Work to complete: The listing that follows should be duplicated character for character.

Provided entries:

------------------------------------------------------------------------

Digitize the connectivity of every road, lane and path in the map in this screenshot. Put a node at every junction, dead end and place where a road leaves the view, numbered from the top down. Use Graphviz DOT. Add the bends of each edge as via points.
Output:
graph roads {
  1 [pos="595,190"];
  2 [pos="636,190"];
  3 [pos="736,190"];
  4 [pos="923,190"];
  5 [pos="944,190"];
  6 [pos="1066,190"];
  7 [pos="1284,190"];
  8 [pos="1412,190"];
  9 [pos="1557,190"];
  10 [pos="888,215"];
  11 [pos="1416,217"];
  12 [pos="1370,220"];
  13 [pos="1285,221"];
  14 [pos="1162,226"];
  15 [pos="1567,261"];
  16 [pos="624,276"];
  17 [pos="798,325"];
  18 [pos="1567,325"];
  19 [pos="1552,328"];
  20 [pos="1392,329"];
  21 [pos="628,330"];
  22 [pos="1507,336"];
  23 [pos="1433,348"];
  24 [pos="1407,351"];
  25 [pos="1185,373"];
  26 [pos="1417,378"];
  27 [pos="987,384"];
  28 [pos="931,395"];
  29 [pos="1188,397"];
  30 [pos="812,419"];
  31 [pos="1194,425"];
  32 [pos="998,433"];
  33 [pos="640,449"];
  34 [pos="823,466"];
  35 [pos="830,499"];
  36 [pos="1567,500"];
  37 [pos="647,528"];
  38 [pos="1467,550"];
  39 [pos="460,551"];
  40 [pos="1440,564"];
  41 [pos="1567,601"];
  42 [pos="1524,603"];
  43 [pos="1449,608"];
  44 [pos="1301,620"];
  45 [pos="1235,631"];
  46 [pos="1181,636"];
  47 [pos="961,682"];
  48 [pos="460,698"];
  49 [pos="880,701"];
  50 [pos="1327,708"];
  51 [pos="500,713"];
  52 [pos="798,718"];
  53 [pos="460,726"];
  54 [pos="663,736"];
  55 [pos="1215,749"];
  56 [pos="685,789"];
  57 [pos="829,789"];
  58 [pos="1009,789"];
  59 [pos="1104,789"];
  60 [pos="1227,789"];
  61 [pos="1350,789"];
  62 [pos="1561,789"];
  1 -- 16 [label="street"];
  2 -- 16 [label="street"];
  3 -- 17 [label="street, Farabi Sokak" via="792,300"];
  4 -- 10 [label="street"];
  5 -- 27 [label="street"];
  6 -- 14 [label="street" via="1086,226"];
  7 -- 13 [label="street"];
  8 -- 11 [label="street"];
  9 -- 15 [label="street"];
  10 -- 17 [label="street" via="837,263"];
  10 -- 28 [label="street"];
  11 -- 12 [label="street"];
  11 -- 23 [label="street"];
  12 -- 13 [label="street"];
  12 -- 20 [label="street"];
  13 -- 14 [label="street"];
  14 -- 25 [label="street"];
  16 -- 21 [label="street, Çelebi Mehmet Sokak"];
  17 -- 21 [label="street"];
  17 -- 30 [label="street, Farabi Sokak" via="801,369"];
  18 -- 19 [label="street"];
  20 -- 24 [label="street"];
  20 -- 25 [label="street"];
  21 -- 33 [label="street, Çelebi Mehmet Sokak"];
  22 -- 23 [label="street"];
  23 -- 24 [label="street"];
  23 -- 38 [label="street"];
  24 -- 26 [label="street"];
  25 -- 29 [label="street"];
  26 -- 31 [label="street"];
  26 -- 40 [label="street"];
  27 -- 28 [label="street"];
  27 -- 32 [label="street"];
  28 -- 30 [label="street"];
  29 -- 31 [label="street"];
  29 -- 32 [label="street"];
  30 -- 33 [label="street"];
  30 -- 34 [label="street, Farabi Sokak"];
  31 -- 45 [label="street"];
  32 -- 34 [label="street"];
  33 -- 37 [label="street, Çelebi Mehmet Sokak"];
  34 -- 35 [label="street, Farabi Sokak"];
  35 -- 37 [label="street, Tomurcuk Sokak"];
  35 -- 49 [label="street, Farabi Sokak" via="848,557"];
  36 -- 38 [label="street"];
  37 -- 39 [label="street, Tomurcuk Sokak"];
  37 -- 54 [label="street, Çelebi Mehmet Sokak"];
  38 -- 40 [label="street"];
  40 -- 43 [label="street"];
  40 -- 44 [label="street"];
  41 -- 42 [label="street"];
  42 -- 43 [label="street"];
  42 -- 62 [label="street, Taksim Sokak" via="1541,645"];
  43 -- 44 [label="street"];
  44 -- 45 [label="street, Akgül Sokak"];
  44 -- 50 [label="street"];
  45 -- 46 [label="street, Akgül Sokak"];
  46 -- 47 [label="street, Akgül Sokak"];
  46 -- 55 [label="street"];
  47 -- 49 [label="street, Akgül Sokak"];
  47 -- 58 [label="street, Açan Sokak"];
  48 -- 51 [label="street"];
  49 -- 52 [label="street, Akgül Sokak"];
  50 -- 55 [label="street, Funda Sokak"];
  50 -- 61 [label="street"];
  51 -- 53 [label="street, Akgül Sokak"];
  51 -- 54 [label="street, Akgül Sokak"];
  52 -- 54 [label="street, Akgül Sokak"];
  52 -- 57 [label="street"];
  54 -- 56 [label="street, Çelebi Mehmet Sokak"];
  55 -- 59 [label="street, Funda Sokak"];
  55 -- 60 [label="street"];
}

------------------------------------------------------------------------

Solution to the problem:
Digitize the connectivity of every road, lane and path in the map in this screenshot. Put a node at every junction, dead end and place where a road leaves the view, numbered from the top down. Use Graphviz DOT. Add the bends of each edge as via points.
Output:
graph roads {
  1 [pos="595,190"];
  2 [pos="636,190"];
  3 [pos="736,190"];
  4 [pos="923,190"];
  5 [pos="944,190"];
  6 [pos="1066,190"];
  7 [pos="1284,190"];
  8 [pos="1412,190"];
  9 [pos="1557,190"];
  10 [pos="888,215"];
  11 [pos="1416,217"];
  12 [pos="1370,220"];
  13 [pos="1285,221"];
  14 [pos="1162,226"];
  15 [pos="1567,261"];
  16 [pos="624,276"];
  17 [pos="798,325"];
  18 [pos="1567,325"];
  19 [pos="1552,328"];
  20 [pos="1392,329"];
  21 [pos="628,330"];
  22 [pos="1507,336"];
  23 [pos="1433,348"];
  24 [pos="1407,351"];
  25 [pos="1185,373"];
  26 [pos="1417,378"];
  27 [pos="987,384"];
  28 [pos="931,395"];
  29 [pos="1188,397"];
  30 [pos="812,419"];
  31 [pos="1194,425"];
  32 [pos="998,433"];
  33 [pos="640,449"];
  34 [pos="823,466"];
  35 [pos="830,499"];
  36 [pos="1567,500"];
  37 [pos="647,528"];
  38 [pos="1467,550"];
  39 [pos="460,551"];
  40 [pos="1440,564"];
  41 [pos="1567,601"];
  42 [pos="1524,603"];
  43 [pos="1449,608"];
  44 [pos="1301,620"];
  45 [pos="1235,631"];
  46 [pos="1181,636"];
  47 [pos="961,682"];
  48 [pos="460,698"];
  49 [pos="880,701"];
  50 [pos="1327,708"];
  51 [pos="500,713"];
  52 [pos="798,718"];
  53 [pos="460,726"];
  54 [pos="663,736"];
  55 [pos="1215,749"];
  56 [pos="685,789"];
  57 [pos="829,789"];
  58 [pos="1009,789"];
  59 [pos="1104,789"];
  60 [pos="1227,789"];
  61 [pos="1350,789"];
  62 [pos="1561,789"];
  1 -- 16 [label="street"];
  2 -- 16 [label="street"];
  3 -- 17 [label="street, Farabi Sokak" via="792,300"];
  4 -- 10 [label="street"];
  5 -- 27 [label="street"];
  6 -- 14 [label="street" via="1086,226"];
  7 -- 13 [label="street"];
  8 -- 11 [label="street"];
  9 -- 15 [label="street"];
  10 -- 17 [label="street" via="837,263"];
  10 -- 28 [label="street"];
  11 -- 12 [label="street"];
  11 -- 23 [label="street"];
  12 -- 13 [label="street"];
  12 -- 20 [label="street"];
  13 -- 14 [label="street"];
  14 -- 25 [label="street"];
  16 -- 21 [label="street, Çelebi Mehmet Sokak"];
  17 -- 21 [label="street"];
  17 -- 30 [label="street, Farabi Sokak" via="801,369"];
  18 -- 19 [label="street"];
  20 -- 24 [label="street"];
  20 -- 25 [label="street"];
  21 -- 33 [label="street, Çelebi Mehmet Sokak"];
  22 -- 23 [label="street"];
  23 -- 24 [label="street"];
  23 -- 38 [label="street"];
  24 -- 26 [label="street"];
  25 -- 29 [label="street"];
  26 -- 31 [label="street"];
  26 -- 40 [label="street"];
  27 -- 28 [label="street"];
  27 -- 32 [label="street"];
  28 -- 30 [label="street"];
  29 -- 31 [label="street"];
  29 -- 32 [label="street"];
  30 -- 33 [label="street"];
  30 -- 34 [label="street, Farabi Sokak"];
  31 -- 45 [label="street"];
  32 -- 34 [label="street"];
  33 -- 37 [label="street, Çelebi Mehmet Sokak"];
  34 -- 35 [label="street, Farabi Sokak"];
  35 -- 37 [label="street, Tomurcuk Sokak"];
  35 -- 49 [label="street, Farabi Sokak" via="848,557"];
  36 -- 38 [label="street"];
  37 -- 39 [label="street, Tomurcuk Sokak"];
  37 -- 54 [label="street, Çelebi Mehmet Sokak"];
  38 -- 40 [label="street"];
  40 -- 43 [label="street"];
  40 -- 44 [label="street"];
  41 -- 42 [label="street"];
  42 -- 43 [label="street"];
  42 -- 62 [label="street, Taksim Sokak" via="1541,645"];
  43 -- 44 [label="street"];
  44 -- 45 [label="street, Akgül Sokak"];
  44 -- 50 [label="street"];
  45 -- 46 [label="street, Akgül Sokak"];
  46 -- 47 [label="street, Akgül Sokak"];
  46 -- 55 [label="street"];
  47 -- 49 [label="street, Akgül Sokak"];
  47 -- 58 [label="street, Açan Sokak"];
  48 -- 51 [label="street"];
  49 -- 52 [label="street, Akgül Sokak"];
  50 -- 55 [label="street, Funda Sokak"];
  50 -- 61 [label="street"];
  51 -- 53 [label="street, Akgül Sokak"];
  51 -- 54 [label="street, Akgül Sokak"];
  52 -- 54 [label="street, Akgül Sokak"];
  52 -- 57 [label="street"];
  54 -- 56 [label="street, Çelebi Mehmet Sokak"];
  55 -- 59 [label="street, Funda Sokak"];
  55 -- 60 [label="street"];
}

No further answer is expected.